Abstract Title:

Selenium status and the risk of esophageal and gastric cancer subtypes: the Netherlands cohort study.

Abstract Source:

Gastroenterology. 2010 May;138(5):1704-13. Epub 2009 Dec 16. PMID: 20006613

Abstract Author(s):

Jessie Steevens, Piet A van den Brandt, R Alexandra Goldbohm, Leo J Schouten

Article Affiliation:

GROW-School for Oncology and Developmental Biology, Department of Epidemiology, Maastricht University Medical Centre+, Maastricht, The Netherlands. [email protected]

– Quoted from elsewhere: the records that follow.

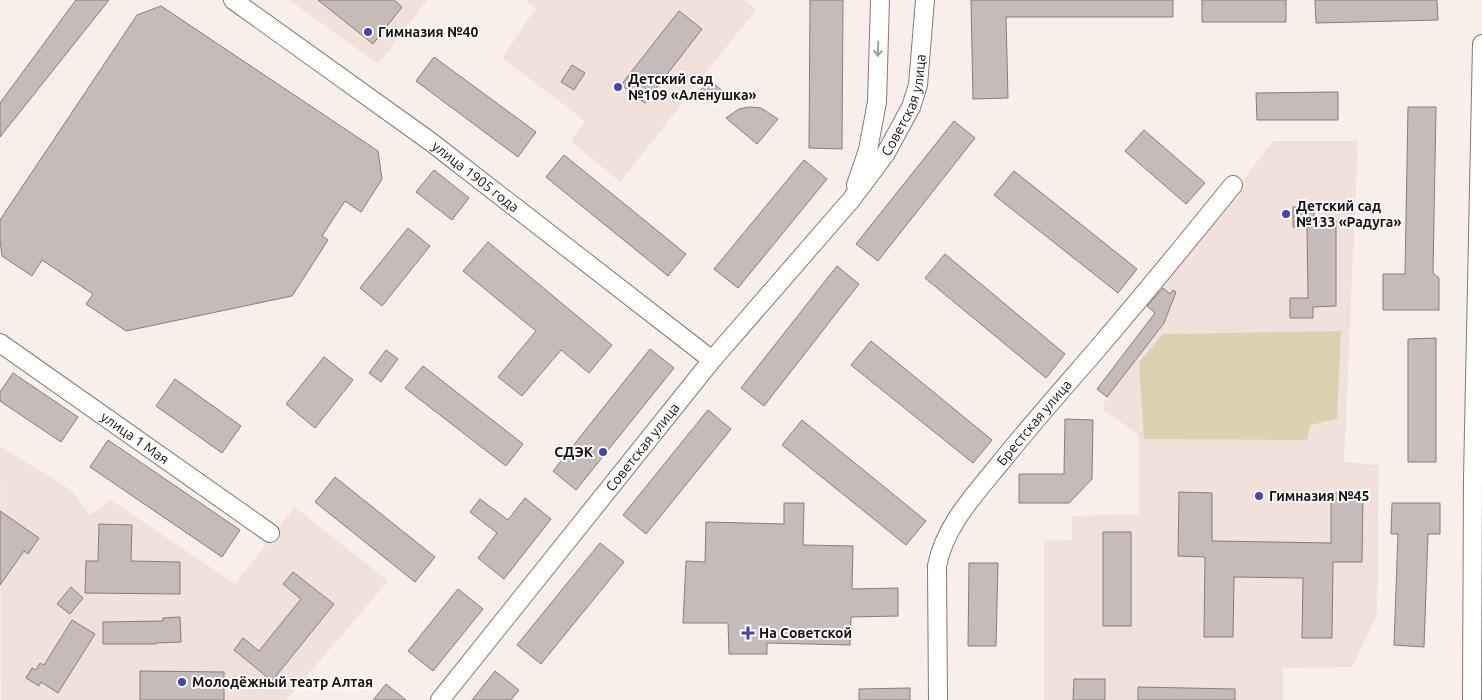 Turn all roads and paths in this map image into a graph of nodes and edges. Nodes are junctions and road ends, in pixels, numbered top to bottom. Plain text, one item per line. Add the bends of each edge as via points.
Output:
1 (233, 0) edge
2 (880, 0) edge
3 (925, 0) edge
4 (1482, 44) edge
5 (1232, 185) dead end
6 (851, 200) junction
7 (0, 344) edge
8 (712, 360) junction
9 (1477, 502) edge
10 (270, 533) dead end
11 (440, 700) edge
12 (938, 700) edge
13 (1472, 700) edge

1 - 8 street, улица 1905 года via 431,142
2 -> 6 street, Советская улица via 877,102 868,150
3 - 6 street, Советская улица via 918,85 911,107 886,153
4 - 9 street
5 - 12 street, Брестская улица via 1164,271 973,496 945,539 937,566
6 - 8 street, Советская улица
7 - 10 street, улица 1 Мая
8 - 11 street, Советская улица
9 - 13 street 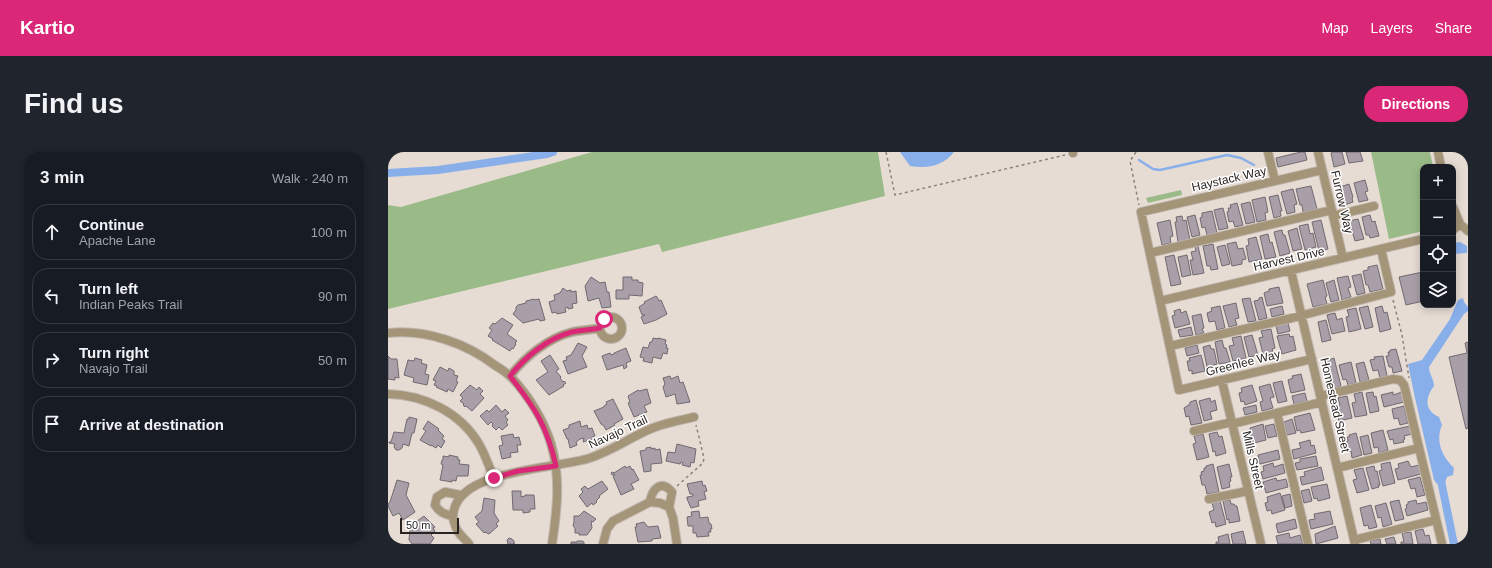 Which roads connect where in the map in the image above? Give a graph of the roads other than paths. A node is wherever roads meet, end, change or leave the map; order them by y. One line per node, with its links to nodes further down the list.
1 (1268, 152): 6 (street)
2 (1318, 152): 5 (street, Furrow Way)
3 (1438, 152): 4 (street)
4 (1440, 164)
5 (1322, 170): 6 (street, Haystack Way); 8 (street, Furrow Way)
6 (1275, 180): 15 (street, Haystack Way)
7 (1374, 206): 8 (street)
8 (1332, 213): 15 (street); 16 (street, Furrow Way)
9 (1456, 214): 10 (street)
10 (1460, 224): 11 (street); 12 (street)
11 (1456, 227)
12 (1468, 231)
13 (1420, 240): 14 (street, Harvest Drive)
14 (1381, 249): 16 (street, Harvest Drive); 19 (street)
15 (1150, 253): 18 (street)
16 (1343, 258): 17 (street, Harvest Drive)
17 (1291, 271): 18 (street, Harvest Drive); 19 (street, Homestead Street)
18 (1160, 301): 22 (street)
19 (1301, 315): 22 (street); 23 (street, Homestead Street)
20 (600, 328): 24 (street)
21 (388, 333): 24 (street)
22 (1170, 346): 25 (street, Greenlee Way)
23 (1312, 358): 25 (street, Greenlee Way); 27 (street, Homestead Street)
24 (510, 376): 33 (street)
25 (1222, 381): 30 (street, Mills Street)
26 (388, 394): 35 (street)
27 (1321, 399): 28 (street); 32 (street); 34 (street, Homestead Street)
28 (1277, 413): 30 (street); 49 (street)
29 (694, 418): 33 (street, Navajo Trail)
30 (1232, 423): 31 (street); 36 (street, Mills Street)
31 (1194, 431)
32 (1419, 448): 34 (street); 42 (street)
33 (556, 466): 35 (street, Navajo Trail); 45 (street)
34 (1337, 468): 43 (street, Homestead Street)
35 (494, 478): 37 (street, Navajo Trail)
36 (1248, 491): 38 (street); 48 (street, Mills Street)
37 (460, 495): 41 (street); 41 (street, Navajo Trail)
38 (1209, 499)
39 (650, 502): 40 (street); 40 (street); 46 (street)
40 (669, 507): 47 (street)
41 (452, 516): 44 (street)
42 (1436, 520): 43 (street); 50 (street)
43 (1355, 542)
44 (469, 544)
45 (552, 544)
46 (604, 544)
47 (677, 544)
48 (1261, 544)
49 (1308, 544)
50 (1442, 544) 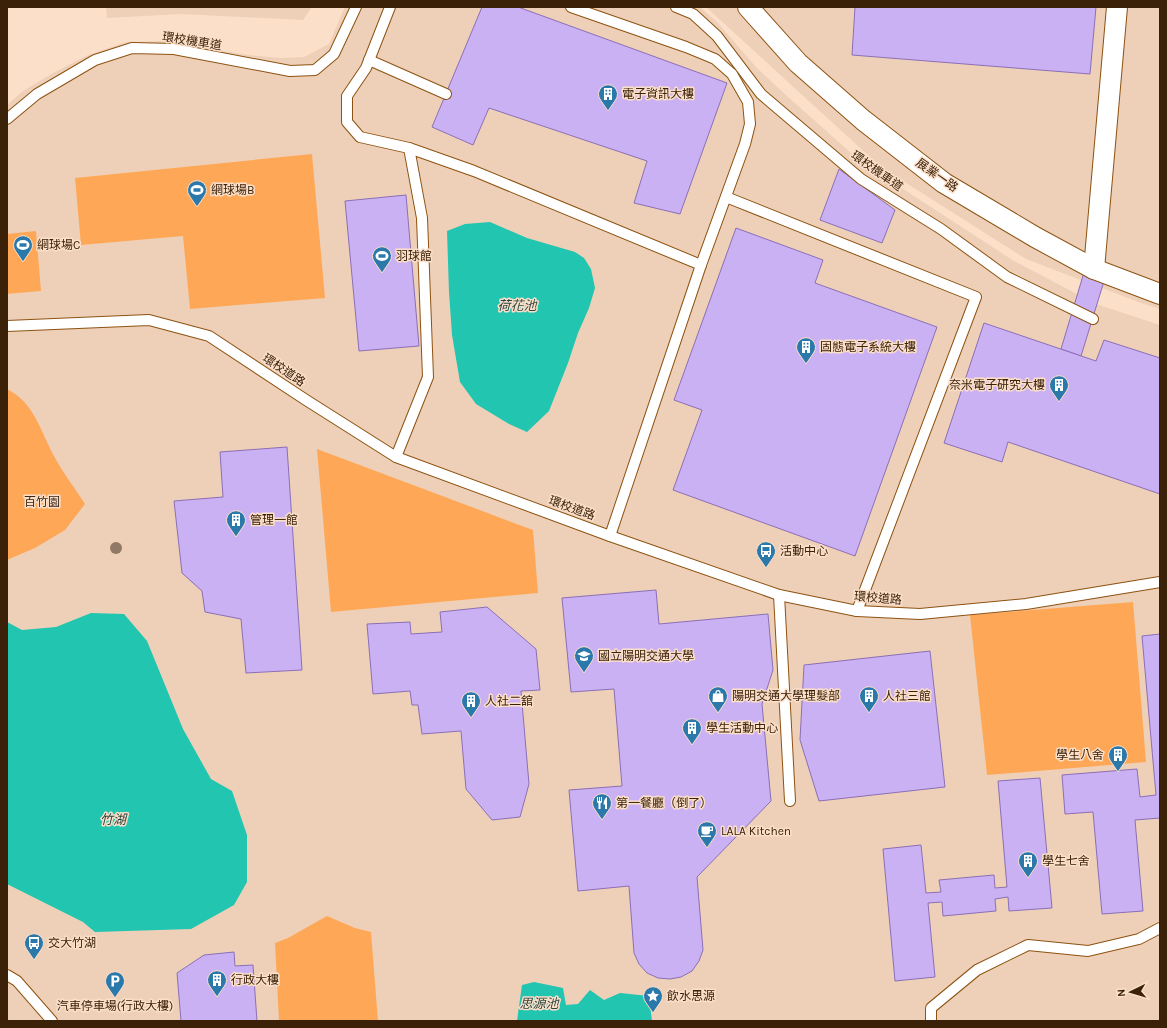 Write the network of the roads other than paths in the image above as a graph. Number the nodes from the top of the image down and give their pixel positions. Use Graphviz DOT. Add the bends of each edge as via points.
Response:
graph roads {
  1 [pos="356,7"];
  2 [pos="390,7"];
  3 [pos="571,7"];
  4 [pos="676,7"];
  5 [pos="748,7"];
  6 [pos="1117,7"];
  7 [pos="369,60"];
  8 [pos="446,94"];
  9 [pos="7,119"];
  10 [pos="409,148"];
  11 [pos="726,197"];
  12 [pos="701,265"];
  13 [pos="1094,269"];
  14 [pos="1160,294"];
  15 [pos="1093,319"];
  16 [pos="7,326"];
  17 [pos="396,457"];
  18 [pos="610,536"];
  19 [pos="1160,582"];
  20 [pos="779,595"];
  21 [pos="858,611"];
  22 [pos="790,801"];
  23 [pos="1160,928"];
  24 [pos="7,975"];
  25 [pos="52,1021"];
  26 [pos="931,1021"];
  1 -- 9 [label="lane, 環校機車道" via="334,54 315,70 290,72 174,49 132,48 95,60 37,94"];
  2 -- 7 [label="lane"];
  3 -- 11 [label="lane" via="715,59 732,74 748,102 750,124"];
  4 -- 15 [label="lane, 環校機車道" via="693,14 717,36 761,94 861,179 941,229 1007,277"];
  5 -- 13 [label="street, 展業一路" via="798,63 863,120 944,182"];
  6 -- 13 [label="street"];
  7 -- 8 [label="lane"];
  7 -- 10 [label="lane" via="347,96 347,122 360,137"];
  10 -- 12 [label="lane" via="474,171"];
  10 -- 17 [label="lane" via="422,218 428,377"];
  11 -- 12 [label="lane"];
  11 -- 21 [label="lane" via="976,297"];
  12 -- 18 [label="lane"];
  13 -- 14 [label="street, 展業一路"];
  16 -- 17 [label="lane, 環校道路" via="149,320 209,336"];
  17 -- 18 [label="lane, 環校道路"];
  18 -- 20 [label="lane, 環校道路"];
  19 -- 21 [label="lane, 環校道路" via="1061,599 988,608 920,614"];
  20 -- 21 [label="lane, 環校道路"];
  20 -- 22 [label="lane"];
  23 -- 26 [label="lane" via="1139,939 1088,951 1028,945 977,970 931,1008"];
  24 -- 25 [label="lane" via="17,981"];
}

BACKGROUND&AIMS: Selenium may protect against the development of esophageal squamous cell carcinoma (ESCC), esophageal adenocarcinoma (EAC), and gastric cardia adenocarcinoma (GCA). Only in very few studies have the associations with ESCC and GCA been investigated, and no epidemiologic studies exist on EAC. METHODS: We studied the association between selenium and risk of ESCC, EAC, and GCA within the prospective Netherlands Cohort Study, conducted among 120,852 men and women aged 55-69 years at baseline. In September 1986, the cohort members completed a questionnaire on risk factors for cancer and provided toenail clippings for determination of baseline selenium status. After 16.3 years of follow-up, 64 ESCC, 112 EAC, and 114 GCA cases and 2072 subcohort members were available for case-cohort analysis. Incidence rate ratios (RR) were calculated using Cox proportional hazards models. RESULTS: In multivariable analyses of selenium status, we found an inverse association with ESCC (RR(per standard unit increment), 0.80; 95% confidence interval [CI]: 0.67-0.96) and a borderline significant inverse association with GCA (RR, 0.91; 95% CI: 0.80-1.02). No overall association was observed for EAC (RR, 1.05; 95% CI: 0.95-1.15), but, for women and never smokers, significant inverse associations were found (RR(per standard unit increment), 0.72; 95% CI: 0.61-0.84 and RR(per standard unit increment), 0.74; 95% CI: 0.64-0.86, respectively). CONCLUSIONS: This prospective study supports an inverse association between toenail selenium and risk of ESCC and GCA and suggests an inverse association with risk of EAC in subgroups (women, never smokers, and low antioxidant consumers). These associations need confirmation.